- Task instructions
Search the records for the word "leaves" and report each line that has it.

- Supplied data
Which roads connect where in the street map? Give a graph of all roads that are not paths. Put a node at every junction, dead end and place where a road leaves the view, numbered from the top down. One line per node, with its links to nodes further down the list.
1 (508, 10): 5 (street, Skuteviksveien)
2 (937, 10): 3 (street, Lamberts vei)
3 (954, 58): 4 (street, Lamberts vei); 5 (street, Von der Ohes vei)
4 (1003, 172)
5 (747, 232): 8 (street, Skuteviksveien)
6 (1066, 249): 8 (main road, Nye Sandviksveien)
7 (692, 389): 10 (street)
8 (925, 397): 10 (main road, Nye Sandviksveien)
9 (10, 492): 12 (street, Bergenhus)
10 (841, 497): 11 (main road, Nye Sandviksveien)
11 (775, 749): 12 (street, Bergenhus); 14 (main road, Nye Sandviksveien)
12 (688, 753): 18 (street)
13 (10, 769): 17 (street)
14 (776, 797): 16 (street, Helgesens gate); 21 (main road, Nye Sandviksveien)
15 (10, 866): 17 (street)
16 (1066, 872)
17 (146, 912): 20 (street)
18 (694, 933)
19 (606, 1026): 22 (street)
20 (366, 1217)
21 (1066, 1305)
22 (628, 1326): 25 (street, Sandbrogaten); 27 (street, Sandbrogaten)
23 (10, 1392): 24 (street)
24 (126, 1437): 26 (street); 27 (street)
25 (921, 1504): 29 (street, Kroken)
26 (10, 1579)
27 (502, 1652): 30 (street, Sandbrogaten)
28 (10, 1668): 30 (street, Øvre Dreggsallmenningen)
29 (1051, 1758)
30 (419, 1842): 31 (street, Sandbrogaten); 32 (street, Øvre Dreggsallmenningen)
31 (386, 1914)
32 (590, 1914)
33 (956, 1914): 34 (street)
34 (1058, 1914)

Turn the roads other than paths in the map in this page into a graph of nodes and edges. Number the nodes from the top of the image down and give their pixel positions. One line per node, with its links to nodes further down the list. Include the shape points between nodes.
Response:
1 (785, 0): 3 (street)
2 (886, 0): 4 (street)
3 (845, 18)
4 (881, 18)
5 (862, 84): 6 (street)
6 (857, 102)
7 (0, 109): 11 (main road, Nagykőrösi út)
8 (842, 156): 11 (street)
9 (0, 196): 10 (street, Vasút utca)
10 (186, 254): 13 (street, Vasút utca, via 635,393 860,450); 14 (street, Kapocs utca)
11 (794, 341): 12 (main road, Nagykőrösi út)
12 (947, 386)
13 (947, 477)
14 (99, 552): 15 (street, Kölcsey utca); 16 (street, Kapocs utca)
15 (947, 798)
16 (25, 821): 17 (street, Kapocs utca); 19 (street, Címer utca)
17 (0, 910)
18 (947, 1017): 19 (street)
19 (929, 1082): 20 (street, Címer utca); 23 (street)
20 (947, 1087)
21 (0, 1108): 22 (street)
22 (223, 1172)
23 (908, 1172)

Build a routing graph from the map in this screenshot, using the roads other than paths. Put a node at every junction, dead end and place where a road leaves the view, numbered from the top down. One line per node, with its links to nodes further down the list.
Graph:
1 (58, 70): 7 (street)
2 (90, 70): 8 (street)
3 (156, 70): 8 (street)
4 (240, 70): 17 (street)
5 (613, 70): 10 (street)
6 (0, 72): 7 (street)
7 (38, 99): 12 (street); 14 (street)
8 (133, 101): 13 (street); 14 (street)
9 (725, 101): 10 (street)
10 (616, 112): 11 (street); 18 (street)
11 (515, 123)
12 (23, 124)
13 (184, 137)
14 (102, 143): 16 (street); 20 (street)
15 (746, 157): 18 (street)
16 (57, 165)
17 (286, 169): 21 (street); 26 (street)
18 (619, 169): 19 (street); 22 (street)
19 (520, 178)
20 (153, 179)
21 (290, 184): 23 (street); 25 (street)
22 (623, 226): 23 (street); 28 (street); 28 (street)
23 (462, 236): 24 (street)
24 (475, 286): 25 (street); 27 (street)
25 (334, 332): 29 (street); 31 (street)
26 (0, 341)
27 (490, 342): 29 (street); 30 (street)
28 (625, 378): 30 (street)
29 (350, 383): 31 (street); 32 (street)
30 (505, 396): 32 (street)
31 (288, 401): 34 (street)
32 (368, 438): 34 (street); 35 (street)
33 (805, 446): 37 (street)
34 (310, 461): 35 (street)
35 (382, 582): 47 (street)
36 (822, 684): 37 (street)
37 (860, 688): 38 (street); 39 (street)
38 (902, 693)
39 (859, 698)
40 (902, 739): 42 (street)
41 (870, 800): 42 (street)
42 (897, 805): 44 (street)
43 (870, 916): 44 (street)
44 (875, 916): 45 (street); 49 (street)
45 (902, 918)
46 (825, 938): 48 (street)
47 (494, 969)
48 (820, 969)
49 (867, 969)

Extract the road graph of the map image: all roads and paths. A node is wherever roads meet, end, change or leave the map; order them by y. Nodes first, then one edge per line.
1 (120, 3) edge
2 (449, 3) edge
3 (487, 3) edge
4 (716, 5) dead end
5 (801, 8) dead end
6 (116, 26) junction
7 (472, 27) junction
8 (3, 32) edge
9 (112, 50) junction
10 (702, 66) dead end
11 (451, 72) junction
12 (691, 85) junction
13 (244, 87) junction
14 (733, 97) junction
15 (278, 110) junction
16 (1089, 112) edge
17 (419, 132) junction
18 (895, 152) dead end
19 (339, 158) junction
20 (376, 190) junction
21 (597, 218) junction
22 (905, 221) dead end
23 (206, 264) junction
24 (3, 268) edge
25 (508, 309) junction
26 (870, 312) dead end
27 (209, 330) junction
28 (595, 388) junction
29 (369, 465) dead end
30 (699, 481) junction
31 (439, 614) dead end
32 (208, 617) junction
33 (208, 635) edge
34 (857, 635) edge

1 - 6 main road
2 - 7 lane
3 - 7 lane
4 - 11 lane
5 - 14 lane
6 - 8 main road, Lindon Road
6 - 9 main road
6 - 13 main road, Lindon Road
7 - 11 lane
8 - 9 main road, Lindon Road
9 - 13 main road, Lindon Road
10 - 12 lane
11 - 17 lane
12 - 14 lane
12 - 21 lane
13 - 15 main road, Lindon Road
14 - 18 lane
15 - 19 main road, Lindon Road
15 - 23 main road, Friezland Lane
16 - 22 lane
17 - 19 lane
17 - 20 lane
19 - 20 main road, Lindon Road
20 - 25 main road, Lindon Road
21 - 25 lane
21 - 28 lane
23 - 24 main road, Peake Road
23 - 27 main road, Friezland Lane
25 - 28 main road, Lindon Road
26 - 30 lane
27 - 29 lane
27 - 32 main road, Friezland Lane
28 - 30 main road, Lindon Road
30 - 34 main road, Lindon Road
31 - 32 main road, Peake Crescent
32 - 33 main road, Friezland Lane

- Answer section
Which roads connect where in the street map? Give a graph of all roads that are not paths. Put a node at every junction, dead end and place where a road leaves the view, numbered from the top down. One line per node, with its links to nodes further down the list.
Build a routing graph from the map in this screenshot, using the roads other than paths. Put a node at every junction, dead end and place where a road leaves the view, numbered from the top down. One line per node, with its links to nodes further down the list.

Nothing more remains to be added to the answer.